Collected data
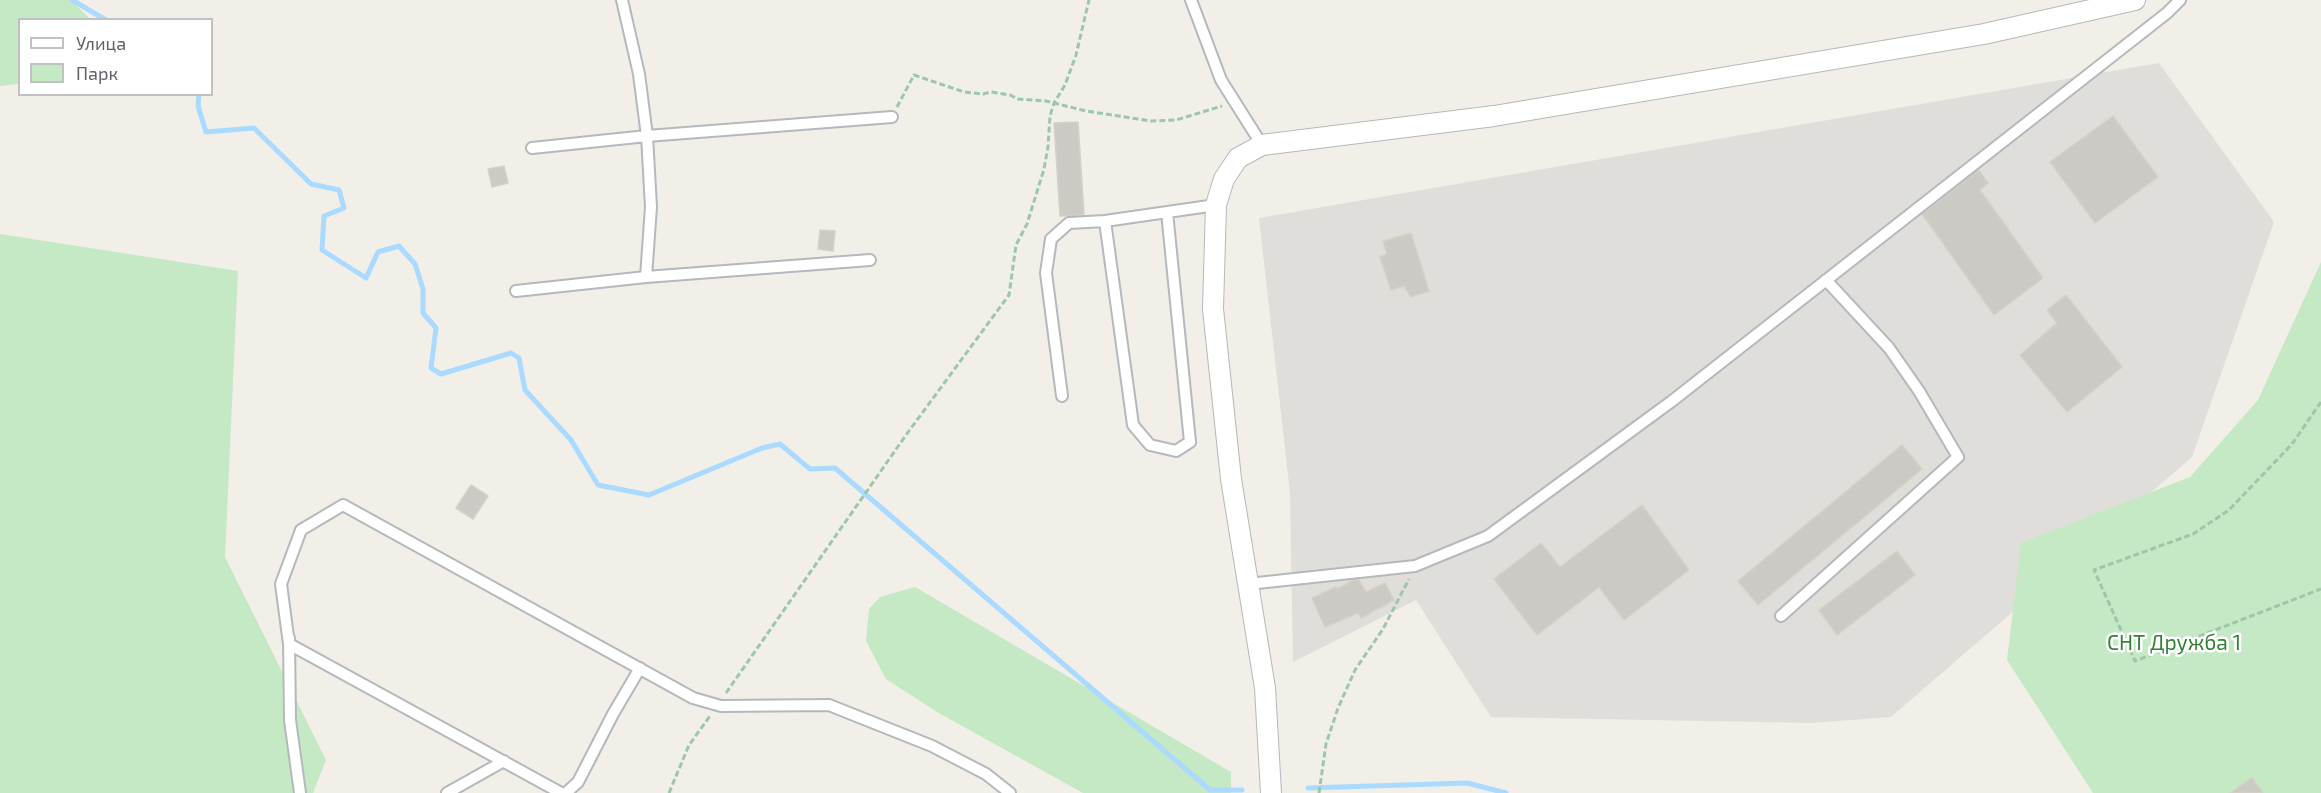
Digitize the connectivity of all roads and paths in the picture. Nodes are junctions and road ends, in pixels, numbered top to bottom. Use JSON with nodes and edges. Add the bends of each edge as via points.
{"nodes":[{"id":1,"x":622,"y":0,"type":"edge"},
{"id":2,"x":1089,"y":0,"type":"edge"},
{"id":3,"x":1191,"y":0,"type":"edge"},
{"id":4,"x":2135,"y":0,"type":"edge"},
{"id":5,"x":2180,"y":0,"type":"edge"},
{"id":6,"x":1235,"y":102,"type":"junction"},
{"id":7,"x":1054,"y":103,"type":"junction"},
{"id":8,"x":892,"y":117,"type":"joint"},
{"id":9,"x":647,"y":136,"type":"junction"},
{"id":10,"x":1262,"y":145,"type":"junction"},
{"id":11,"x":532,"y":147,"type":"dead end"},
{"id":12,"x":1216,"y":205,"type":"junction"},
{"id":13,"x":1167,"y":212,"type":"junction"},
{"id":14,"x":1105,"y":221,"type":"junction"},
{"id":15,"x":870,"y":260,"type":"dead end"},
{"id":16,"x":646,"y":277,"type":"junction"},
{"id":17,"x":1826,"y":280,"type":"junction"},
{"id":18,"x":516,"y":291,"type":"dead end"},
{"id":19,"x":1062,"y":396,"type":"dead end"},
{"id":20,"x":2321,"y":402,"type":"edge"},
{"id":21,"x":1415,"y":566,"type":"junction"},
{"id":22,"x":1248,"y":584,"type":"junction"},
{"id":23,"x":2321,"y":589,"type":"edge"},
{"id":24,"x":1781,"y":616,"type":"dead end"},
{"id":25,"x":289,"y":636,"type":"junction"},
{"id":26,"x":640,"y":668,"type":"junction"},
{"id":27,"x":717,"y":706,"type":"junction"},
{"id":28,"x":504,"y":760,"type":"junction"},
{"id":29,"x":300,"y":793,"type":"edge"},
{"id":30,"x":447,"y":793,"type":"edge"},
{"id":31,"x":563,"y":793,"type":"edge"},
{"id":32,"x":669,"y":793,"type":"edge"},
{"id":33,"x":1010,"y":793,"type":"edge"},
{"id":34,"x":1271,"y":793,"type":"edge"},
{"id":35,"x":1319,"y":793,"type":"edge"}],
"edges":[{"from":1,"to":9,"type":"lane","via":[[639,74]]},
{"from":2,"to":7,"type":"path","via":[[1076,55]]},
{"from":3,"to":6,"type":"lane","via":[[1221,80]]},
{"from":4,"to":10,"type":"street","via":[[1984,34],[1506,114]]},
{"from":5,"to":17,"type":"lane"},
{"from":6,"to":7,"type":"path","via":[[1176,120],[1151,121]]},
{"from":6,"to":10,"type":"lane"},
{"from":7,"to":8,"type":"path","via":[[991,92],[964,92],[914,75]]},
{"from":7,"to":27,"type":"path","via":[[1044,169],[1027,224],[1016,244],[1009,295]]},
{"from":8,"to":9,"type":"lane"},
{"from":9,"to":11,"type":"lane"},
{"from":9,"to":16,"type":"lane","via":[[651,207]]},
{"from":10,"to":12,"type":"street","via":[[1238,158],[1224,179]]},
{"from":12,"to":13,"type":"lane"},
{"from":12,"to":22,"type":"street","via":[[1213,309],[1231,479]]},
{"from":13,"to":14,"type":"lane"},
{"from":13,"to":14,"type":"lane","via":[[1190,442],[1176,451],[1150,445],[1133,425]]},
{"from":14,"to":19,"type":"lane","via":[[1069,223],[1051,239],[1046,273]]},
{"from":15,"to":16,"type":"lane"},
{"from":16,"to":18,"type":"lane"},
{"from":17,"to":21,"type":"lane","via":[[1672,401],[1488,537]]},
{"from":17,"to":24,"type":"lane","via":[[1888,348],[1919,390],[1958,457]]},
{"from":20,"to":23,"type":"path","via":[[2292,444],[2229,510],[2193,534],[2094,570],[2136,661]]},
{"from":21,"to":22,"type":"lane"},
{"from":21,"to":35,"type":"path","via":[[1383,629],[1355,670],[1338,708],[1326,744]]},
{"from":22,"to":34,"type":"street","via":[[1264,688]]},
{"from":25,"to":26,"type":"lane","via":[[281,584],[302,530],[343,506]]},
{"from":25,"to":28,"type":"lane","via":[[290,644]]},
{"from":25,"to":29,"type":"lane","via":[[290,720]]},
{"from":26,"to":27,"type":"lane","via":[[693,698]]},
{"from":26,"to":31,"type":"lane","via":[[578,782]]},
{"from":27,"to":32,"type":"path","via":[[689,745]]},
{"from":27,"to":33,"type":"lane","via":[[829,705],[932,746],[986,774]]},
{"from":28,"to":30,"type":"lane"},
{"from":28,"to":31,"type":"lane"}]}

• **Activity**
Only the pictures may be dropped; print every record exactly as given.

• **Solution to this task**
Digitize the connectivity of all roads and paths in the picture. Nodes are junctions and road ends, in pixels, numbered top to bottom. Use JSON with nodes and edges. Add the bends of each edge as via points.
{"nodes":[{"id":1,"x":622,"y":0,"type":"edge"},
{"id":2,"x":1089,"y":0,"type":"edge"},
{"id":3,"x":1191,"y":0,"type":"edge"},
{"id":4,"x":2135,"y":0,"type":"edge"},
{"id":5,"x":2180,"y":0,"type":"edge"},
{"id":6,"x":1235,"y":102,"type":"junction"},
{"id":7,"x":1054,"y":103,"type":"junction"},
{"id":8,"x":892,"y":117,"type":"joint"},
{"id":9,"x":647,"y":136,"type":"junction"},
{"id":10,"x":1262,"y":145,"type":"junction"},
{"id":11,"x":532,"y":147,"type":"dead end"},
{"id":12,"x":1216,"y":205,"type":"junction"},
{"id":13,"x":1167,"y":212,"type":"junction"},
{"id":14,"x":1105,"y":221,"type":"junction"},
{"id":15,"x":870,"y":260,"type":"dead end"},
{"id":16,"x":646,"y":277,"type":"junction"},
{"id":17,"x":1826,"y":280,"type":"junction"},
{"id":18,"x":516,"y":291,"type":"dead end"},
{"id":19,"x":1062,"y":396,"type":"dead end"},
{"id":20,"x":2321,"y":402,"type":"edge"},
{"id":21,"x":1415,"y":566,"type":"junction"},
{"id":22,"x":1248,"y":584,"type":"junction"},
{"id":23,"x":2321,"y":589,"type":"edge"},
{"id":24,"x":1781,"y":616,"type":"dead end"},
{"id":25,"x":289,"y":636,"type":"junction"},
{"id":26,"x":640,"y":668,"type":"junction"},
{"id":27,"x":717,"y":706,"type":"junction"},
{"id":28,"x":504,"y":760,"type":"junction"},
{"id":29,"x":300,"y":793,"type":"edge"},
{"id":30,"x":447,"y":793,"type":"edge"},
{"id":31,"x":563,"y":793,"type":"edge"},
{"id":32,"x":669,"y":793,"type":"edge"},
{"id":33,"x":1010,"y":793,"type":"edge"},
{"id":34,"x":1271,"y":793,"type":"edge"},
{"id":35,"x":1319,"y":793,"type":"edge"}],
"edges":[{"from":1,"to":9,"type":"lane","via":[[639,74]]},
{"from":2,"to":7,"type":"path","via":[[1076,55]]},
{"from":3,"to":6,"type":"lane","via":[[1221,80]]},
{"from":4,"to":10,"type":"street","via":[[1984,34],[1506,114]]},
{"from":5,"to":17,"type":"lane"},
{"from":6,"to":7,"type":"path","via":[[1176,120],[1151,121]]},
{"from":6,"to":10,"type":"lane"},
{"from":7,"to":8,"type":"path","via":[[991,92],[964,92],[914,75]]},
{"from":7,"to":27,"type":"path","via":[[1044,169],[1027,224],[1016,244],[1009,295]]},
{"from":8,"to":9,"type":"lane"},
{"from":9,"to":11,"type":"lane"},
{"from":9,"to":16,"type":"lane","via":[[651,207]]},
{"from":10,"to":12,"type":"street","via":[[1238,158],[1224,179]]},
{"from":12,"to":13,"type":"lane"},
{"from":12,"to":22,"type":"street","via":[[1213,309],[1231,479]]},
{"from":13,"to":14,"type":"lane"},
{"from":13,"to":14,"type":"lane","via":[[1190,442],[1176,451],[1150,445],[1133,425]]},
{"from":14,"to":19,"type":"lane","via":[[1069,223],[1051,239],[1046,273]]},
{"from":15,"to":16,"type":"lane"},
{"from":16,"to":18,"type":"lane"},
{"from":17,"to":21,"type":"lane","via":[[1672,401],[1488,537]]},
{"from":17,"to":24,"type":"lane","via":[[1888,348],[1919,390],[1958,457]]},
{"from":20,"to":23,"type":"path","via":[[2292,444],[2229,510],[2193,534],[2094,570],[2136,661]]},
{"from":21,"to":22,"type":"lane"},
{"from":21,"to":35,"type":"path","via":[[1383,629],[1355,670],[1338,708],[1326,744]]},
{"from":22,"to":34,"type":"street","via":[[1264,688]]},
{"from":25,"to":26,"type":"lane","via":[[281,584],[302,530],[343,506]]},
{"from":25,"to":28,"type":"lane","via":[[290,644]]},
{"from":25,"to":29,"type":"lane","via":[[290,720]]},
{"from":26,"to":27,"type":"lane","via":[[693,698]]},
{"from":26,"to":31,"type":"lane","via":[[578,782]]},
{"from":27,"to":32,"type":"path","via":[[689,745]]},
{"from":27,"to":33,"type":"lane","via":[[829,705],[932,746],[986,774]]},
{"from":28,"to":30,"type":"lane"},
{"from":28,"to":31,"type":"lane"}]}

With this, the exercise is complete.